ASSIGNED TASK — Repeat, exactly as written, the lines of the records below from the first through the line with "position:relative; width:1449px; height:1796px;", but none past it.

BEGIN MATERIALS PROVIDED

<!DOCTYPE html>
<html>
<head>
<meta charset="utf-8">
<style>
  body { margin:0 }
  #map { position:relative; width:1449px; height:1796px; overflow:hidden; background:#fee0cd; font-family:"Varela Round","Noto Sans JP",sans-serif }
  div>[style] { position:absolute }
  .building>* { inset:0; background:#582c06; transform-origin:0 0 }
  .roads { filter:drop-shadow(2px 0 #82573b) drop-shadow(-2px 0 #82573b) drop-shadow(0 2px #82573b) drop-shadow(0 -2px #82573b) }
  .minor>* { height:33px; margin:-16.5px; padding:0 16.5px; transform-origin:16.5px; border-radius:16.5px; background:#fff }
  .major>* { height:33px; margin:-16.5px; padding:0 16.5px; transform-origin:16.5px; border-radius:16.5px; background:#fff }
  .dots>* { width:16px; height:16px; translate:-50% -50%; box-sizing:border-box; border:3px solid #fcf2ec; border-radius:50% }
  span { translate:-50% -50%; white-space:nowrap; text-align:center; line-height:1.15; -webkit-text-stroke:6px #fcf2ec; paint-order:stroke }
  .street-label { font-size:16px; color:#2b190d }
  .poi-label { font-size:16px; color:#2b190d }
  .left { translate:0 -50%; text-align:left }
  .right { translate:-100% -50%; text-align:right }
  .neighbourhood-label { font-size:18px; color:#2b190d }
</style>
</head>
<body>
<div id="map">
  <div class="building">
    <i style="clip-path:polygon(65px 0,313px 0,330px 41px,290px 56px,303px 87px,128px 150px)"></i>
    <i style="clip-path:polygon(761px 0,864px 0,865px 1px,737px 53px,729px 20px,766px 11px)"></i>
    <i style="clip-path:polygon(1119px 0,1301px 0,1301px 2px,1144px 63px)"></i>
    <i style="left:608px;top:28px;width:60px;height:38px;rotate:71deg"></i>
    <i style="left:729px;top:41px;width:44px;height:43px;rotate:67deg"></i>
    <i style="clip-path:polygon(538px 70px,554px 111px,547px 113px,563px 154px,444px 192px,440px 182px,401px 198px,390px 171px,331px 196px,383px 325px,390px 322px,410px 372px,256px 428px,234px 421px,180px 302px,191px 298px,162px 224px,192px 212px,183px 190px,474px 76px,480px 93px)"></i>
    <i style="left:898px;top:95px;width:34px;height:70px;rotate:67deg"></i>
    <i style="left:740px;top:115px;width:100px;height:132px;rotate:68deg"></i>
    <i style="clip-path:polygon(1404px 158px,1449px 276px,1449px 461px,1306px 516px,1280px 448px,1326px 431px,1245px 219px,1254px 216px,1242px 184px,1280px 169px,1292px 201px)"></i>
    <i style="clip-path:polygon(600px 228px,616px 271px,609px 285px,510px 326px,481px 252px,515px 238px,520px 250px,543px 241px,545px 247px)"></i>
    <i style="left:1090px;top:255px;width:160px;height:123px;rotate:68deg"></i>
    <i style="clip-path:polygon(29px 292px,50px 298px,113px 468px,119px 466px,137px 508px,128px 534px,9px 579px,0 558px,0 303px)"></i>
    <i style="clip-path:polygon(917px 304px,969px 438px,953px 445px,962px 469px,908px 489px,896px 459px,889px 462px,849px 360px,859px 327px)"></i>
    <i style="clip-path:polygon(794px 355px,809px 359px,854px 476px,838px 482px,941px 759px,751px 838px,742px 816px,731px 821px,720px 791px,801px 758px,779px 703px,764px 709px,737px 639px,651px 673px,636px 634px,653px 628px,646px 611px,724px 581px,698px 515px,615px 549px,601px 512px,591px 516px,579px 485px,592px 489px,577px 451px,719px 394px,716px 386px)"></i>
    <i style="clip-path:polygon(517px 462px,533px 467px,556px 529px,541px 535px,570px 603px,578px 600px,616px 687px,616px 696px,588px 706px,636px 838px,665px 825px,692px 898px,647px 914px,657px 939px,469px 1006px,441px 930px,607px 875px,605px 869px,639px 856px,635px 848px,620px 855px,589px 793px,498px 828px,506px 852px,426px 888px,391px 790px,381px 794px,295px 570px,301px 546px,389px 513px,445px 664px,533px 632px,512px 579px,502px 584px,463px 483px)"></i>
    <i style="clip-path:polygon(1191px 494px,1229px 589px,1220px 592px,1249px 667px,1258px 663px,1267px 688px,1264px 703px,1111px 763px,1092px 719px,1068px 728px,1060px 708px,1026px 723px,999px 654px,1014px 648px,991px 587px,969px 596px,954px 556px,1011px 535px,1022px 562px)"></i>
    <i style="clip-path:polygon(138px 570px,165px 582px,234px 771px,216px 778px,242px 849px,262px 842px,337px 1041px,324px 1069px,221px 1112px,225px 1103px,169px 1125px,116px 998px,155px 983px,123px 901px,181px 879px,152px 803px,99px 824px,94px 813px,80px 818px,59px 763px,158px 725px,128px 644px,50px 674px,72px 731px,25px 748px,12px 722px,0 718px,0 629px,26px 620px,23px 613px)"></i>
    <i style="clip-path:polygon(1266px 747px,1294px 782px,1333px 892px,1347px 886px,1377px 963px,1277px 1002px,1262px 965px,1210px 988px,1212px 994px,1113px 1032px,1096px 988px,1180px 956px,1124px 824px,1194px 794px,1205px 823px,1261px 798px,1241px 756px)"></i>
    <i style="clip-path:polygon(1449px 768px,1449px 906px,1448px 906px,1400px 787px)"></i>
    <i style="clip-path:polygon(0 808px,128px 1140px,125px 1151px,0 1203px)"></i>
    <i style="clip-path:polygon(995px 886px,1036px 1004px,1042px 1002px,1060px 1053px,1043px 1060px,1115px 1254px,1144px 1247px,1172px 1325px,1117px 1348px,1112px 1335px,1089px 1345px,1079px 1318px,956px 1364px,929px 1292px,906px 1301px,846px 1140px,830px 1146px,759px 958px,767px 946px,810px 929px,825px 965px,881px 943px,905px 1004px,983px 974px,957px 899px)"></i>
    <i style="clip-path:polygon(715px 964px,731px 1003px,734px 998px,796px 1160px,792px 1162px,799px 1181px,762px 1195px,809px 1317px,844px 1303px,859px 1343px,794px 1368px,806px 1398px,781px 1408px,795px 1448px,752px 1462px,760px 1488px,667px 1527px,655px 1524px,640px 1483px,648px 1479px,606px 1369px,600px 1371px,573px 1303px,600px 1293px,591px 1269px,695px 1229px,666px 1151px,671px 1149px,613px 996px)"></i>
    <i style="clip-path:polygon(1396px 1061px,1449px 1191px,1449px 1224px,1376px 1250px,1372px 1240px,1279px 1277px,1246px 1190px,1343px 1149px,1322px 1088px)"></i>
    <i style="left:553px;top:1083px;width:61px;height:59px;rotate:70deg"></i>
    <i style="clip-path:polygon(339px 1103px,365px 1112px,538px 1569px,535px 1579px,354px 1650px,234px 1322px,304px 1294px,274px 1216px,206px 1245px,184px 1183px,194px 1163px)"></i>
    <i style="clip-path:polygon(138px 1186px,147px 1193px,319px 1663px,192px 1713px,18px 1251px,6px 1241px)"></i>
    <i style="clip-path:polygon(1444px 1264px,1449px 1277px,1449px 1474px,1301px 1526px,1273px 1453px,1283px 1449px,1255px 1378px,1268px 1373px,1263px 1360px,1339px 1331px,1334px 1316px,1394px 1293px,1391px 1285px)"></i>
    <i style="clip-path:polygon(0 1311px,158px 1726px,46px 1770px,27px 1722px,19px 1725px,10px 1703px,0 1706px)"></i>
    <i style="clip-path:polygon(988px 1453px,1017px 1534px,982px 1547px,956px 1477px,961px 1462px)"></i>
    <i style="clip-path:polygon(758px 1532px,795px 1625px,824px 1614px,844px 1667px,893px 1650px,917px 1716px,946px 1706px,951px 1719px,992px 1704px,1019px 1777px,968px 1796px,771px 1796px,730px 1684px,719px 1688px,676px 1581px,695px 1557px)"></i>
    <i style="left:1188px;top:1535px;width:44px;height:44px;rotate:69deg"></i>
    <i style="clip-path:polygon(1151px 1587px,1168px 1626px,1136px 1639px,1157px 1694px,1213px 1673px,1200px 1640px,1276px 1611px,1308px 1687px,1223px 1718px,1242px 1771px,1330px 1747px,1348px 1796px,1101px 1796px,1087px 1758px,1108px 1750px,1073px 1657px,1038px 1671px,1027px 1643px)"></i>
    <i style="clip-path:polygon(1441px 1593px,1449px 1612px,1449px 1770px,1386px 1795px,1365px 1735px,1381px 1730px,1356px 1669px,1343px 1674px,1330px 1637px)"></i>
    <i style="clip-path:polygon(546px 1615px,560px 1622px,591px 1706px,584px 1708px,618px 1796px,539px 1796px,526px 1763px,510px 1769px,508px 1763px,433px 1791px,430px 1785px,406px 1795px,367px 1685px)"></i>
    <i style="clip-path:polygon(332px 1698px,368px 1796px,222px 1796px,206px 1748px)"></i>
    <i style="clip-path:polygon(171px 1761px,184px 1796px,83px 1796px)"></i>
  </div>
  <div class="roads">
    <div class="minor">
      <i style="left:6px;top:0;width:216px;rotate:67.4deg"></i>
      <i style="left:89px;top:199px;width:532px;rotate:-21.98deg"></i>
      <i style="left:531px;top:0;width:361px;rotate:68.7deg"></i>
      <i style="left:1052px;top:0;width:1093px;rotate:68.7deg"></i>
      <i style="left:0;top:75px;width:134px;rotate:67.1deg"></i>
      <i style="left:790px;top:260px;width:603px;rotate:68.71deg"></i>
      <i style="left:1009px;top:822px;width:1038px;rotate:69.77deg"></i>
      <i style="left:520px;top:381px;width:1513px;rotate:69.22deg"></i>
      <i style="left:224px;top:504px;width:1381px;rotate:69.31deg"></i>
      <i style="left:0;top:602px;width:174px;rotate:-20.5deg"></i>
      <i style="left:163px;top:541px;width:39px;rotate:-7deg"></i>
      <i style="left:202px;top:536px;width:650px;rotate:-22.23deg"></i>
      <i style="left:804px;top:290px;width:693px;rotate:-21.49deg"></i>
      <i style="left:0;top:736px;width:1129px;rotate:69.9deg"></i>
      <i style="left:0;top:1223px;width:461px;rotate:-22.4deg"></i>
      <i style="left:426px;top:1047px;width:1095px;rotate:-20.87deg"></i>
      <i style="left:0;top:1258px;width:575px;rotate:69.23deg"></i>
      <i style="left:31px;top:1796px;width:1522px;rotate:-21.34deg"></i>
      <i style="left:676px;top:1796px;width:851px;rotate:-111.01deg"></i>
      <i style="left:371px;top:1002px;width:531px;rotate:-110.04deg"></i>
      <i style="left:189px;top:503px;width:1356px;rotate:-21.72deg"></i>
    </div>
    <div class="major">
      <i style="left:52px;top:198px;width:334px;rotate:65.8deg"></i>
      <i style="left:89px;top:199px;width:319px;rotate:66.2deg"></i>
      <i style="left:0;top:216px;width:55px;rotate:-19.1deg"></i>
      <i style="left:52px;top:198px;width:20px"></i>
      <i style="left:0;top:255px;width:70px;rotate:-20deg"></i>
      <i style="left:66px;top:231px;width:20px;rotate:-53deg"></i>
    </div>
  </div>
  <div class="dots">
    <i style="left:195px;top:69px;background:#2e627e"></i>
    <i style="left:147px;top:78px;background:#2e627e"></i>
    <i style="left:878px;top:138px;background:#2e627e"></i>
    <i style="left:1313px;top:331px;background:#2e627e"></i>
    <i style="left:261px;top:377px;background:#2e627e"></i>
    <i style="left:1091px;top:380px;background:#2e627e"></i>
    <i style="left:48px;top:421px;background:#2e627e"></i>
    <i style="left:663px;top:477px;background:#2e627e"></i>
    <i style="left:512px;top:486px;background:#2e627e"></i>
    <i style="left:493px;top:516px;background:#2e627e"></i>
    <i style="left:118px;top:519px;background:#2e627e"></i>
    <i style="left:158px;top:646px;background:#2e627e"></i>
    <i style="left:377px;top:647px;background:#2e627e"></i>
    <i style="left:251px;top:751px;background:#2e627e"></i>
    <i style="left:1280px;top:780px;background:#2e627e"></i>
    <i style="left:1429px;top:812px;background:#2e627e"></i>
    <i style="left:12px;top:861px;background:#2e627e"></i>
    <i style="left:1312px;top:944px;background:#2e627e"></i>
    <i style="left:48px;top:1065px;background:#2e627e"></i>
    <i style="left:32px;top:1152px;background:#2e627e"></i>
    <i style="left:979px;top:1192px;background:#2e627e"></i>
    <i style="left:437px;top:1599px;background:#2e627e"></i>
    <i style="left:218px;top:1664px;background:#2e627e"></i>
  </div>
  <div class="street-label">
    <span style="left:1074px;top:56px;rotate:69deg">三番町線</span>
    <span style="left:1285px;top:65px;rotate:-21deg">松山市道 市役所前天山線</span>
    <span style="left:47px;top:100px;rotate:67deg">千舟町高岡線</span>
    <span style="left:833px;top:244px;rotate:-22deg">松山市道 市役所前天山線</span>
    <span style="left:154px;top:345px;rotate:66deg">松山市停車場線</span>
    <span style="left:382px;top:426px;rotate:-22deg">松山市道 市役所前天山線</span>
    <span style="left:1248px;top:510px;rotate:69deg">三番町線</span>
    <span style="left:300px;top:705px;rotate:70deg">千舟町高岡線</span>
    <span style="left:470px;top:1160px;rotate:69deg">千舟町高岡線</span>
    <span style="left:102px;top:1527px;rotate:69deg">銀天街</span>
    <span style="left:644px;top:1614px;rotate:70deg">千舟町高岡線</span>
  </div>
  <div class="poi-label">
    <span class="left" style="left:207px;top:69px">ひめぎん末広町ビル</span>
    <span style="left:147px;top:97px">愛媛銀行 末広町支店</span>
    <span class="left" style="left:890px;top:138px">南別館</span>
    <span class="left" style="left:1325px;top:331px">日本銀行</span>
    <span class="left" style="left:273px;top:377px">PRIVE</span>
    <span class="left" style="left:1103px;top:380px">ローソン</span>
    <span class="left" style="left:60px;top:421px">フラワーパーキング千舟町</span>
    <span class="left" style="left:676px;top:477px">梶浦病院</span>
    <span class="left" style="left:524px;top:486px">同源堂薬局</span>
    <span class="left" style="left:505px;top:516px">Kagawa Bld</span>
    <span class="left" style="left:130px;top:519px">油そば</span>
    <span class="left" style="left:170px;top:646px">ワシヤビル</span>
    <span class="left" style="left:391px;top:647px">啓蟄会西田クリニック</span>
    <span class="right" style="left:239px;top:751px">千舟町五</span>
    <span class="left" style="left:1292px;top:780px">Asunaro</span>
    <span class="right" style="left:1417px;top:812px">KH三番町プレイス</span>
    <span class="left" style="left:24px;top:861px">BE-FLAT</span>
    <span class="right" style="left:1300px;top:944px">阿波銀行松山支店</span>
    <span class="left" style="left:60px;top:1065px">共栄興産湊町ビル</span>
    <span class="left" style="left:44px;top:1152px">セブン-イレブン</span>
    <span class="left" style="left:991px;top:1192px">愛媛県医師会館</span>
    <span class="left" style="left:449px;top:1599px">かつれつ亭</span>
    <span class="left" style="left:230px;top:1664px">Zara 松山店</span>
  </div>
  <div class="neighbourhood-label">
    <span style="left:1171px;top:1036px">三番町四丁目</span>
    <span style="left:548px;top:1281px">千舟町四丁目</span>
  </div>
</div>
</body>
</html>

END MATERIALS PROVIDED

REPLY TO THE TASK —
<!DOCTYPE html>
<html>
<head>
<meta charset="utf-8">
<style>
  body { margin:0 }
  #map { position:relative; width:1449px; height:1796px; overflow:hidden; background:#fee0cd; font-family:"Varela Round","Noto Sans JP",sans-serif }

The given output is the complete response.